You can’t act without intention

Intention organises your system in a particular direction, telling your supercomputer what’s important. Without intention you’d be pushed around by the currents of life.

That said, intention also sets up a trap that we can easily fall into. I want to teach you how to avoid that trap.

Take that tennis ball. In order for your body to move, you need to intend to hit it, otherwise it will just fly past you as you stand motionless.

However, the ‘quality’ of your intention really matters. If you force it too hard then you trigger self-interference. Your inner monologue will start trying to organise your legs and arms, all the while totally suppressing the supercomputer that ‘just does it’.

This sets up a paradox. How do you want something without wanting it so much that you trip over yourself? You set your intention and then let go of any need to achieve it. That ‘need’ is a kind of forcing that triggers self-interference. It’s the manifestation of your inner monologue not trusting your supercomputer to just hit the ball.

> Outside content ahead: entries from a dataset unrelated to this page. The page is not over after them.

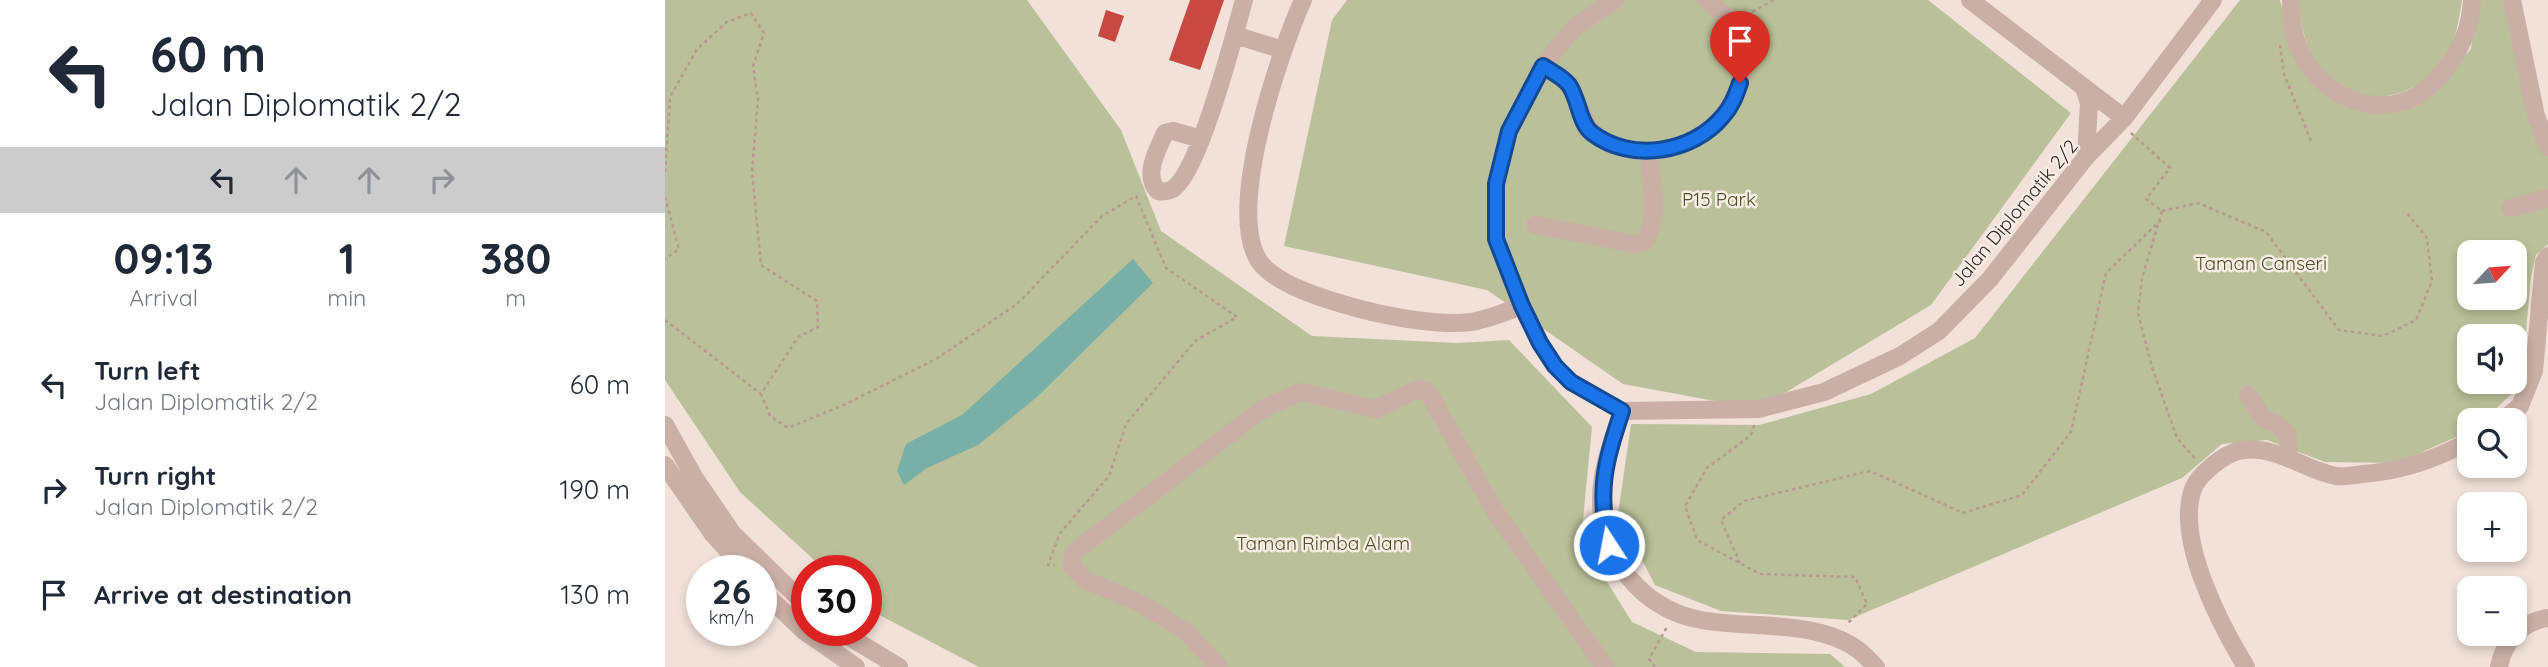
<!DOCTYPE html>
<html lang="en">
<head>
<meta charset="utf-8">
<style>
	:root { --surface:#fff; --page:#f6f6f7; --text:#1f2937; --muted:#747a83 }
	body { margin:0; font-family:Quicksand,sans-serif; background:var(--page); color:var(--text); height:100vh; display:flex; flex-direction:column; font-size:26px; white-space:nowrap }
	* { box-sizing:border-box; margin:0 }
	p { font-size:23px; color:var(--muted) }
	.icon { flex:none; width:38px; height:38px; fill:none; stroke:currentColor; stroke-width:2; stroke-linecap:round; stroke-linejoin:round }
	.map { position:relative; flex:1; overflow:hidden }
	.panel { display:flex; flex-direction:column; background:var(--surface); width:665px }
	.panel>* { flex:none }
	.banner { background:#fff; color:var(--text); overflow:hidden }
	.needle { width:46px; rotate:64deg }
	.tools { position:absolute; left:1792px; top:240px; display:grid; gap:14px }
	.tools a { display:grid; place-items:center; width:70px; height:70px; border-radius:14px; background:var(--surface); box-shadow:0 4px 10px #0003; font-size:35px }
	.speed { position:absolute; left:21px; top:555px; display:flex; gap:14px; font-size:35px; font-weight:700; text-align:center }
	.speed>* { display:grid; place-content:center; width:91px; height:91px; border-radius:50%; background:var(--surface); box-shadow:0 4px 10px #0003; line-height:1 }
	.speed small { font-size:18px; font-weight:400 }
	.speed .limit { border:10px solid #d22; background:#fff; color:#111 }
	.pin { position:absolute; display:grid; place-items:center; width:60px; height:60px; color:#fff; margin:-72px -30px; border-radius:50% 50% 50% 0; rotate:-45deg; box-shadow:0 0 7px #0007 }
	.pin .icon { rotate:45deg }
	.me { position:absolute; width:77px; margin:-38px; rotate:349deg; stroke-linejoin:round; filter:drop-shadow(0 0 5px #0008) }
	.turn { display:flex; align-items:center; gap:24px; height:147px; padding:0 35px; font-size:32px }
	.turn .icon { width:91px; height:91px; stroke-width:2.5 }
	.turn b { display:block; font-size:49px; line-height:60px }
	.lanes { display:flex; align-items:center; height:66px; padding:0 35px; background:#0003; justify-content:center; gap:35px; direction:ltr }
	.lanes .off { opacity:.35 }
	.eta { display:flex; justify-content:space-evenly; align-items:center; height:119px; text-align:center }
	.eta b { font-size:42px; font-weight:700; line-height:49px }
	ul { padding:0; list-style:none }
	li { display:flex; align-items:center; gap:21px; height:105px; padding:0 35px }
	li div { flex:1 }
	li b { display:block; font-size:26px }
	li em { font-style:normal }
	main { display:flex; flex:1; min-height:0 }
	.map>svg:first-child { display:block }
	.green { fill:#bac099; fill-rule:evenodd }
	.water { fill:#78afa7 }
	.building { fill:#c74941 }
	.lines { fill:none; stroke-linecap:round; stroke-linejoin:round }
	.path { stroke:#b5998f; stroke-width:2.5; stroke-dasharray:3.5 3.5; stroke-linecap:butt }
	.minor { stroke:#c9afa5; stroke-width:18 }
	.route-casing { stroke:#114b97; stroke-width:18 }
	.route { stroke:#1a73e8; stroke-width:12 }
	.labels { text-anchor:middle; stroke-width:5; stroke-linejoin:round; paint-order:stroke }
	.park-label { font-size:19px; fill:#4c532a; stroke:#f9ece5 }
	.street-label { font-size:19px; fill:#352826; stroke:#f9ece5 }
</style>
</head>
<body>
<main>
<section class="panel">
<div class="banner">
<div class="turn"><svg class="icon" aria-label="left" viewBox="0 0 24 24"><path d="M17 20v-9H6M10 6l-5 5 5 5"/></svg><div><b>60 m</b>Jalan Diplomatik 2/2</div></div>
<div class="lanes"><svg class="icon" aria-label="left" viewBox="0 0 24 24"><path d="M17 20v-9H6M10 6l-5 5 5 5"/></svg><svg class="icon off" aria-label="ahead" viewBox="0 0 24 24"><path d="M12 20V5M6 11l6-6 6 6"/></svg><svg class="icon off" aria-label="ahead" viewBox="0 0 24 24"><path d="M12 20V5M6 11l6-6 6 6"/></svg><svg class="icon off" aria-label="right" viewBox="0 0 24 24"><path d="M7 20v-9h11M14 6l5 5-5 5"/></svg></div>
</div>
<div class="eta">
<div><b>09:13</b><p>Arrival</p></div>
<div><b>1</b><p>min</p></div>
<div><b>380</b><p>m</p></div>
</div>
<ul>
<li><svg class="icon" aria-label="left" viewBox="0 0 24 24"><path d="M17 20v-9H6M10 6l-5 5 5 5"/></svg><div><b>Turn left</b><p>Jalan Diplomatik 2/2</p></div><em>60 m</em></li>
<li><svg class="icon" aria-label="right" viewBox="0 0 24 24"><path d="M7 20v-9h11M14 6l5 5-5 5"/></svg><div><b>Turn right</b><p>Jalan Diplomatik 2/2</p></div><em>190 m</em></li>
<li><svg class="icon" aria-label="arrive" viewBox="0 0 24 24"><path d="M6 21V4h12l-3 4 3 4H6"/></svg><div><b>Arrive at destination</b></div><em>130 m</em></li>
</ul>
</section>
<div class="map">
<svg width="1883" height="667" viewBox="0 0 1883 667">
	<rect width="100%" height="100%" fill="#f1e1d9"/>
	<!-- green -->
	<path class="green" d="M0 0H362L456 130 496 231 647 336 792 343 844 340 927 427 916 540 967 622 1031 652 1165 654 1180 667H314L201 608V570H160L75 492 0 380Z
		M682 0H1263L1406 113 1266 305 1093 409 958 384 822 290 619 246 667 20Z
		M1575 0H1615L1631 58 1665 98 1713 114 1762 99 1806 49 1812 0H1841L1883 153V244L1871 255 1866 277 1856 385 1819 420H1804V431L1733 463 1660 462 1602 440 1557 444 1517 478 1183 620 1056 611 990 585 953 514 966 424 1094 425 1206 394 1310 338ZM1804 252H1850V298H1804ZM1804 336H1850V382H1804Z
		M1633 0H1797C1794 18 1791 42 1781 57 1751 104 1680 114 1650 62 1639 43 1636 22 1633 0Z"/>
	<!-- water -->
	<path class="water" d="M468 259 488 283 372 397 313 445 262 468 239 485 232 471 241 444 297 415Z"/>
	<!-- building -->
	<path class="building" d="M525 0H559L535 70 504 60Z
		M441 10 459 16 450 42 433 36Z"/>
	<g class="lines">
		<!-- path -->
		<path class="path" d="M1081 15 1109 0
			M1615 45 1619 74 1646 141
			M1466 133 1505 168 1481 199 1497 211 1477 278 1473 313 1487 367 1512 438 1532 461
			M0 172 5 97 32 49 62 22 86 13 99 33 88 66 93 100 87 171 96 265 152 301 153 327 133 337 96 394 105 416 123 428 181 404 271 359 352 304 437 216 471 196 501 268 572 317 530 341 461 424 444 476 395 533 383 565H390
			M0 197 14 249 0 259
			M1497 211 1533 203 1601 232 1674 330 1718 336 1751 320 1767 281 1762 238 1742 213
			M0 320 96 394
			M1089 425 1086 435 1042 468 1020 506 1032 540 1095 574 1190 577 1202 604 1181 625
			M1075 563 1056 520 1079 501 1205 471 1298 513 1357 495 1406 432 1441 273 1496 220
			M990 667 984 659 1003 625"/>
		<!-- minor -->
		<path class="minor" d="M638 0C615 51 556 221 598 266 619 288 666 301 695 309 726 317 774 326 806 322 823 319 840 312 857 306
			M950 0 911 26 892 48 878 66 844 131 831 184V239L857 306 875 343 890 366 906 382 957 411 1093 409 1159 392 1235 356 1274 331 1325 279 1421 157 1459 118 1548 0
			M1305 0 1459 118
			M1626 0C1626 19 1629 41 1638 57 1660 97 1711 119 1753 95 1773 83 1794 54 1801 32 1805 22 1806 10 1807 0
			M1847 0 1871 116 1883 147
			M570 35 618 50
			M878 66C887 72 899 77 904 85 907 89 909 96 911 100 924 130 928 140 962 149 1012 161 1065 126 1077 77 1079 67 1081 55 1078 45 1074 26 1056 11 1041 0
			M1419 88 1424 103 1421 157
			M536 139 508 131 500 133C492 151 478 175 493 191 499 192 504 192 509 188 535 169 569 36 579 0
			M1845 208 1883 198
			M870 225 970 244 979 242C996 220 985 179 984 152
			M1583 395 1598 418 1612 424 1623 435 1624 459
			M957 411C948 439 936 469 936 499 936 558 977 609 1036 620 1084 629 1150 619 1192 649 1199 654 1205 661 1211 667
			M1838 420 1855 406 1869 371 1879 262 1883 256
			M0 425 29 477 68 534 142 606
			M0 465 47 533 80 570
			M96 590 139 631 191 667
			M173 630 234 667
			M554 667 521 632 475 603 420 580 406 566 409 552 599 408 636 392 710 409 753 389 761 391 766 397 829 510 940 667
			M1581 667C1555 624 1512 542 1527 492 1530 481 1538 474 1546 467 1555 459 1568 451 1579 450 1612 446 1640 470 1671 476 1679 477 1690 475 1698 474 1737 471 1770 460 1804 441
			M1834 667C1839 641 1856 622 1883 618"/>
	</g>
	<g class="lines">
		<defs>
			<path id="route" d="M944 545C932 489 940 463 957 411L906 382 890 366 875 343 857 306 831 239V184L844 131 878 66C887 72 898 77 904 85 914 99 914 123 927 133 966 163 1028 153 1058 116 1067 106 1071 95 1075 83"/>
		</defs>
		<!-- route casing -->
		<use href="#route" class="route-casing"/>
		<!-- route -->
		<use href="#route" class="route"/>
	</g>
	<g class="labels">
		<!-- park labels -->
		<g class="park-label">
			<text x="1054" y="206">P15 Park</text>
			<text x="1596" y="270">Taman Canseri</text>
			<text x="658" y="550">Taman Rimba Alam</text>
		</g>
		<!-- street labels -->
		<g class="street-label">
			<text transform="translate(1349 213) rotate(-50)" y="7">Jalan Diplomatik 2/2</text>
		</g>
	</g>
</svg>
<div class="tools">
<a><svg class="needle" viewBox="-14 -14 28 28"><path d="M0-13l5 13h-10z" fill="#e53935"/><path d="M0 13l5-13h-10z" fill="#747a83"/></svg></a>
<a><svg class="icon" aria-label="sound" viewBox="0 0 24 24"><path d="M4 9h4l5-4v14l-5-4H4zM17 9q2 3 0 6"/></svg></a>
<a><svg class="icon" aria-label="search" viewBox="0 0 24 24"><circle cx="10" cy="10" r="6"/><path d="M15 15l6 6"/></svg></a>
<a>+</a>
<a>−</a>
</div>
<div class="speed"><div>26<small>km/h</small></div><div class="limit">30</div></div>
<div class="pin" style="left:1075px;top:83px;background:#d93025"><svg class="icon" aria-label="arrive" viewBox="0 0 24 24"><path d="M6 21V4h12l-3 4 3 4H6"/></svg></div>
<svg class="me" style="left:944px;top:545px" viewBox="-20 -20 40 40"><circle r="17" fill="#1a73e8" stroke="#fff" stroke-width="3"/><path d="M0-11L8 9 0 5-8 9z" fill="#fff"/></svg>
</div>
</main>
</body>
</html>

In my early Alexander Technique lessons, my teacher and I would spend entire lessons just playing catch. Like most people, I had been conditioned to care about catching the ball. I would beat myself up if I dropped it. It was afraid that I would look silly. I couldn’t stop myself from trying to catch the ball.

What I learned in lessons was that if I decided/intended to catch the ball, but at the same time was also perfectly okay with not catching it, then my hand would move out and catch the ball flawlessly. I wasn’t trying to second guess where to put my hand, I didn’t even have to break eye contact with my teacher to look at the ball, my supercomputer just did it.

So let me leave you with this. Where in life might you be ‘intending too hard’? See what it’s like to set the intention and then let go of any caring associated with the outcome.*

*This line of thinking may be uncomfortable for some people. That’s fine, just notice that you don’t like it. I only ask that you suspend disbelief for long enough to explore it.